Antioxidant activities of kombucha prepared from three different substrates and changes in content of probiotics during storage

Detalhes bibliográficos
Autor(a) principal: Fu,Caili
Data de Publicação: 2014
Outros Autores: Yan,Fen, Cao,Zeli, Xie,Fanying, Lin,Juan
Tipo de documento: Artigo
Idioma: eng
Título da fonte: Food Science and Technology (Campinas)
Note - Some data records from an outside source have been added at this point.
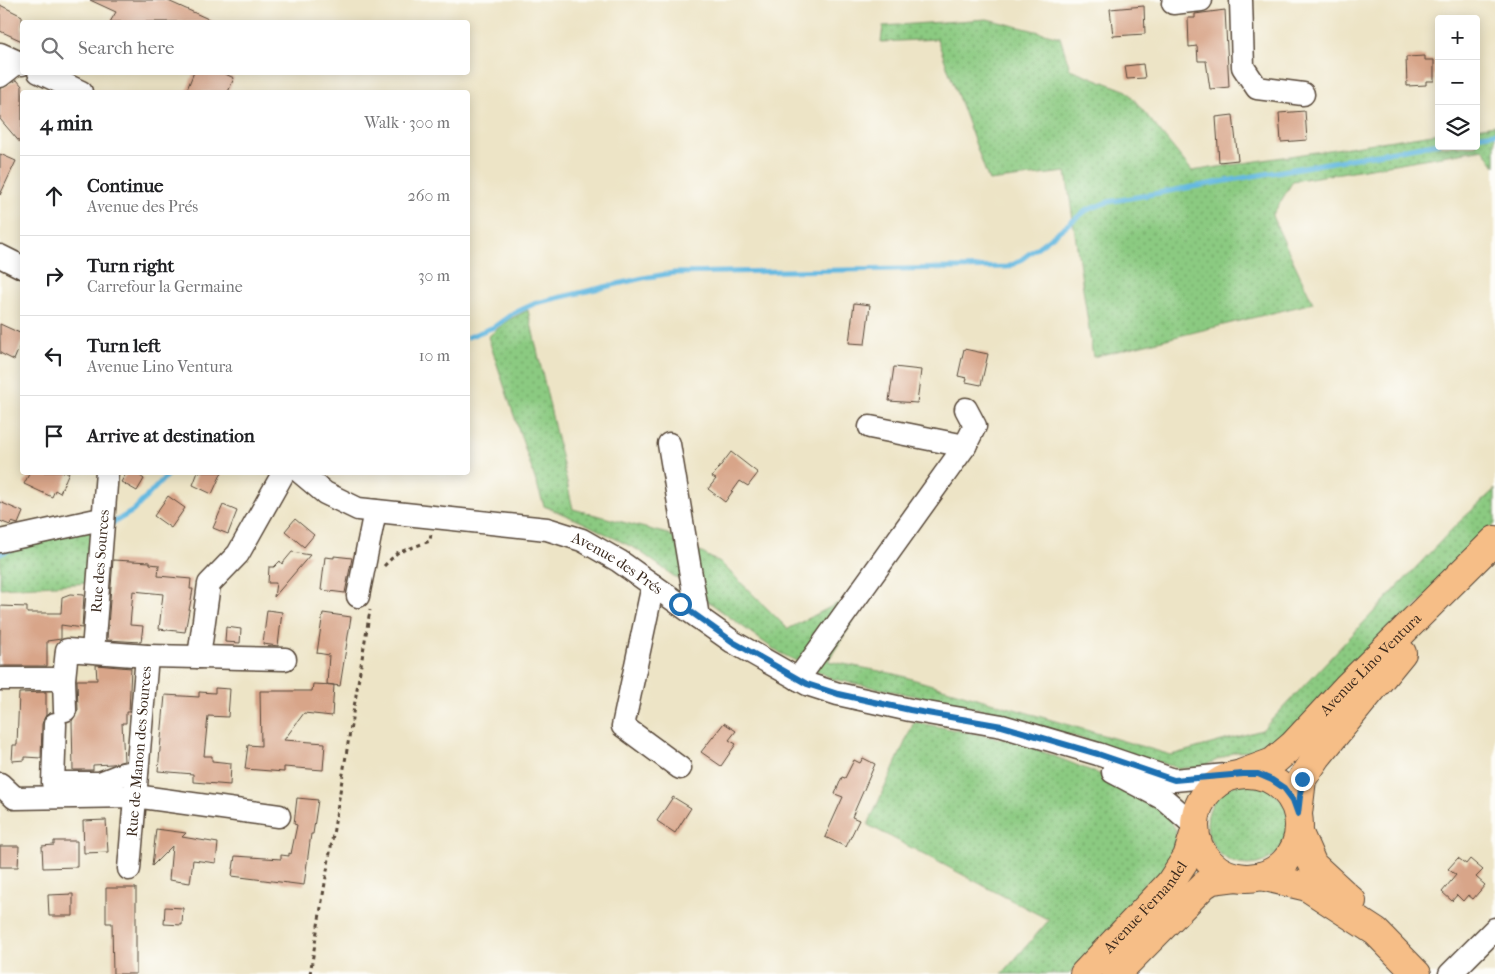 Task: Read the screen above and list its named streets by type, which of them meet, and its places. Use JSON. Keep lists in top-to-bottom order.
{
  "streets": {
    "main road": ["Avenue Lino Ventura", "Avenue Fernandel"],
    "street": ["Rue des Sources", "Avenue des Prés", "Rue de Manon des Sources"]
  },
  "crossings": [
    ["Avenue des Prés", "Avenue Lino Ventura"],
    ["Avenue des Prés", "Avenue Fernandel"],
    ["Avenue Lino Ventura", "Avenue Fernandel"]
  ],
  "page": {
    "map_buttons": ["+", "−"],
    "search": "Search here",
    "heading": ["4 min", "Walk · 300 m"],
    "list": [
      ["Continue", "Avenue des Prés", "260 m"],
      ["Turn right", "Carrefour la Germaine", "30 m"],
      ["Turn left", "Avenue Lino Ventura", "10 m"],
      "Arrive at destination"
    ]
  }
} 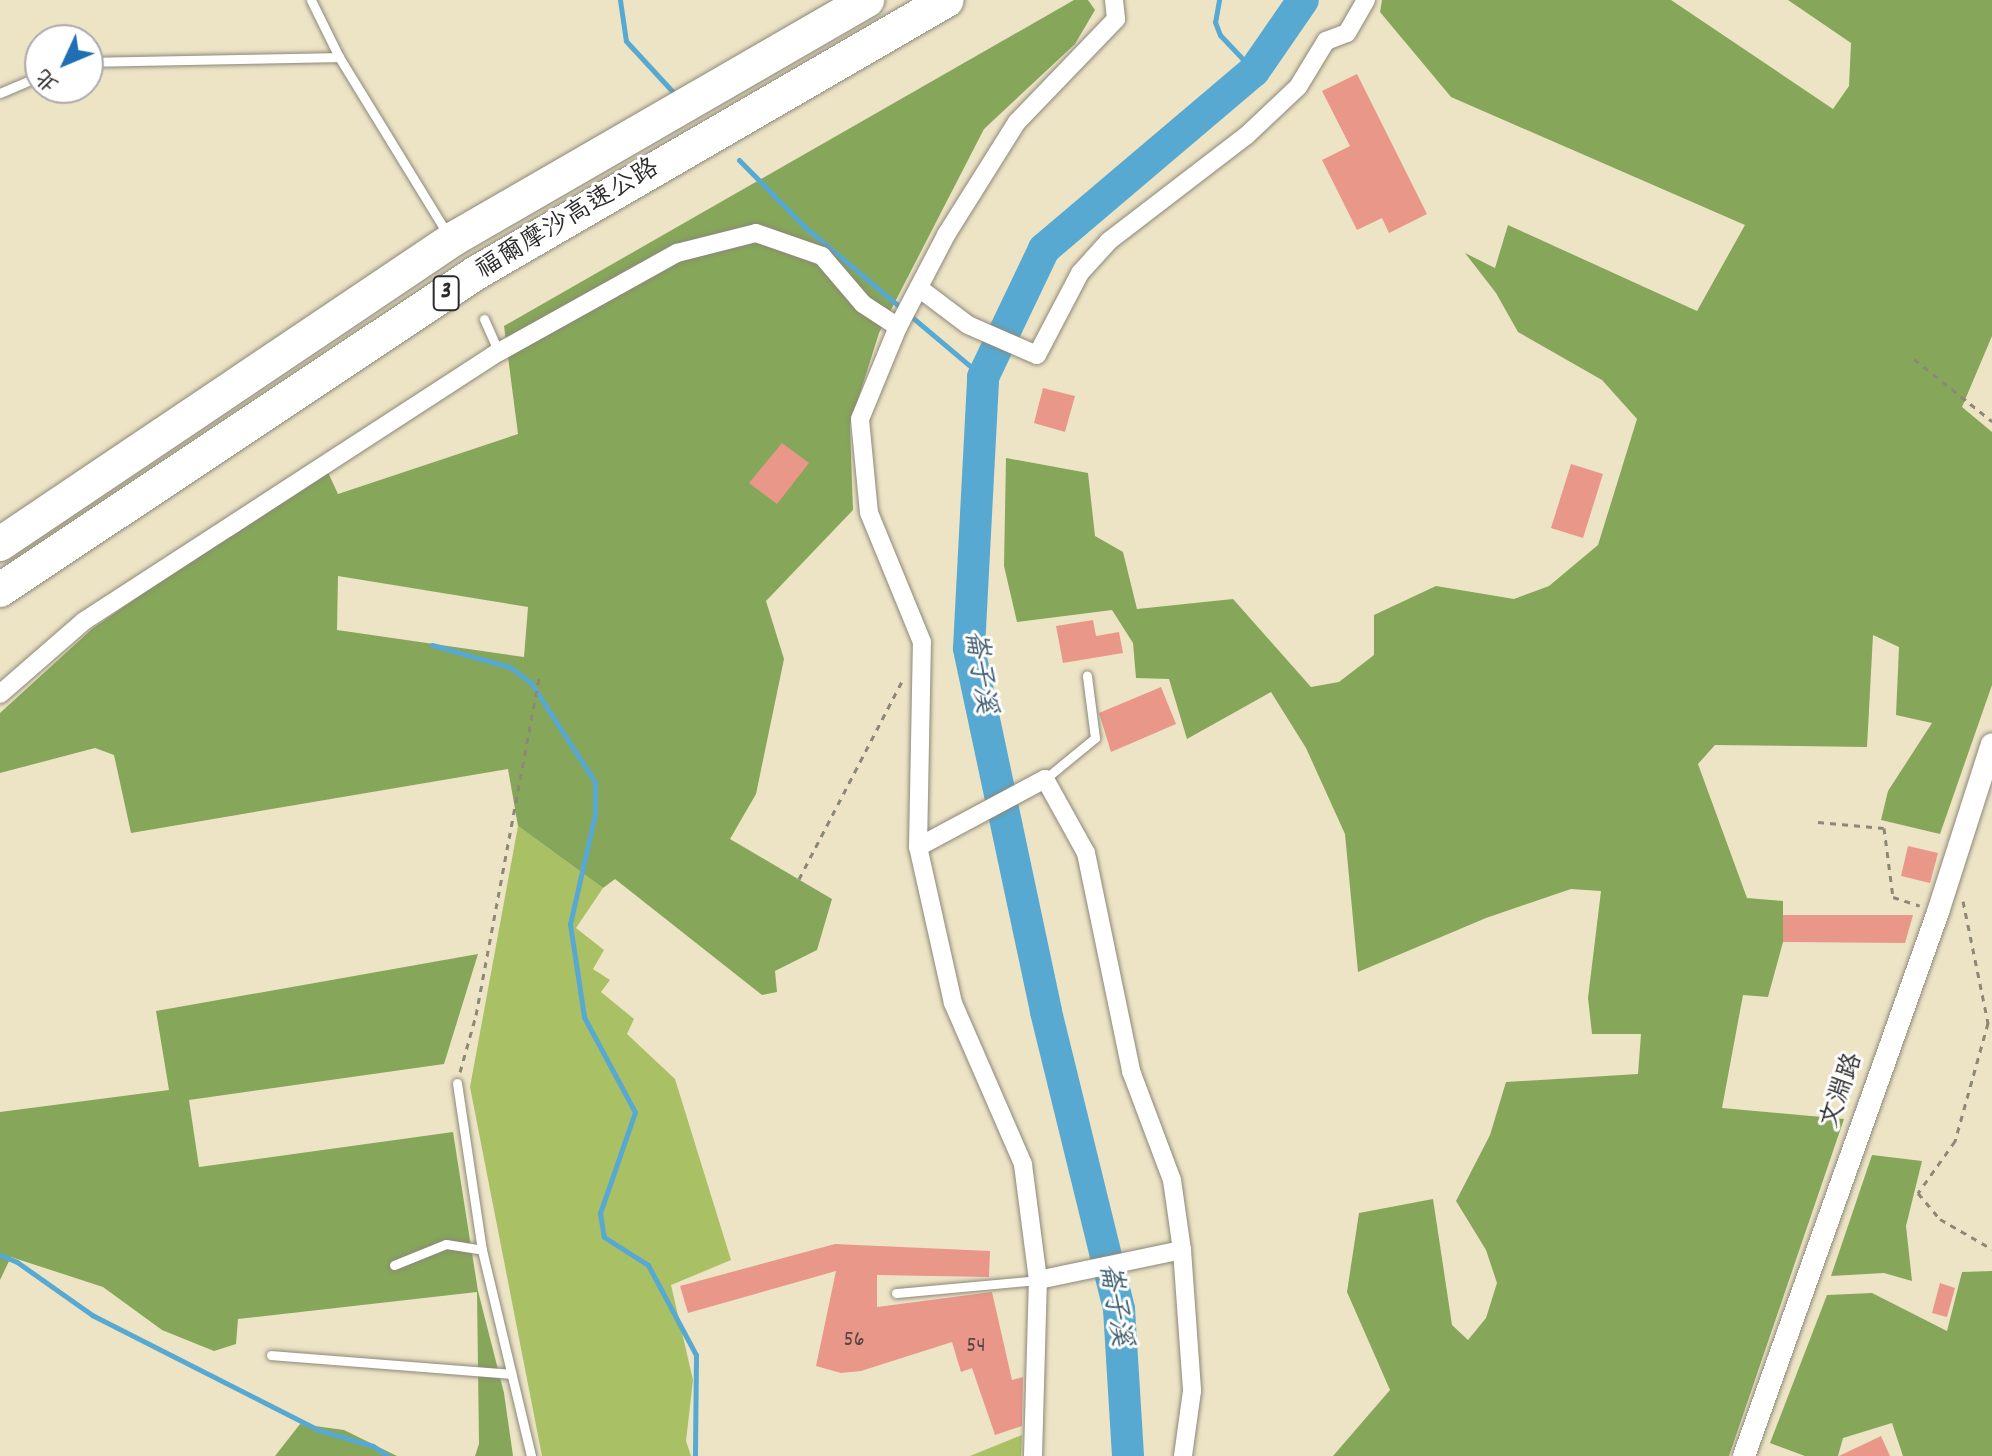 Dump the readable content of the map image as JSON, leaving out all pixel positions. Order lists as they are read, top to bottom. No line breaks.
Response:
{"streets":{"highway":["福爾摩沙高速公路","3"],"street":["文淵路"]},"water":["崙子溪"],"house_numbers":["56","54"],"north":"bottom left"}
Texto Completo: http://old.scielo.br/scielo.php?script=sci_arttext&pid=S0101-20612014000100018
Resumo: Kombucha is a health-promoting fermented beverage worldwide. The present study compared the free-radical scavenging abilities and total reducing power (TRP) of kombucha prepared from low-cost green tea (LGTK), black tea (BTK), and tea powder (TPK). LGTK had the highest scavenging abilities against 2,2-diphenyl-1-picrylhydrazyl (DPPH), superoxide anion and hydroxyl radicals, while BTK showed the highest TRP. Changes in content of probiotics in LGTK were investigated during storage as well. The number of acetic acid bacteria decreased moderately up to 10 days of storage. The number of lactic acid bacteria (LAB) decreased significantly, and their survival rate was only 0.98% at the 8th day of storage.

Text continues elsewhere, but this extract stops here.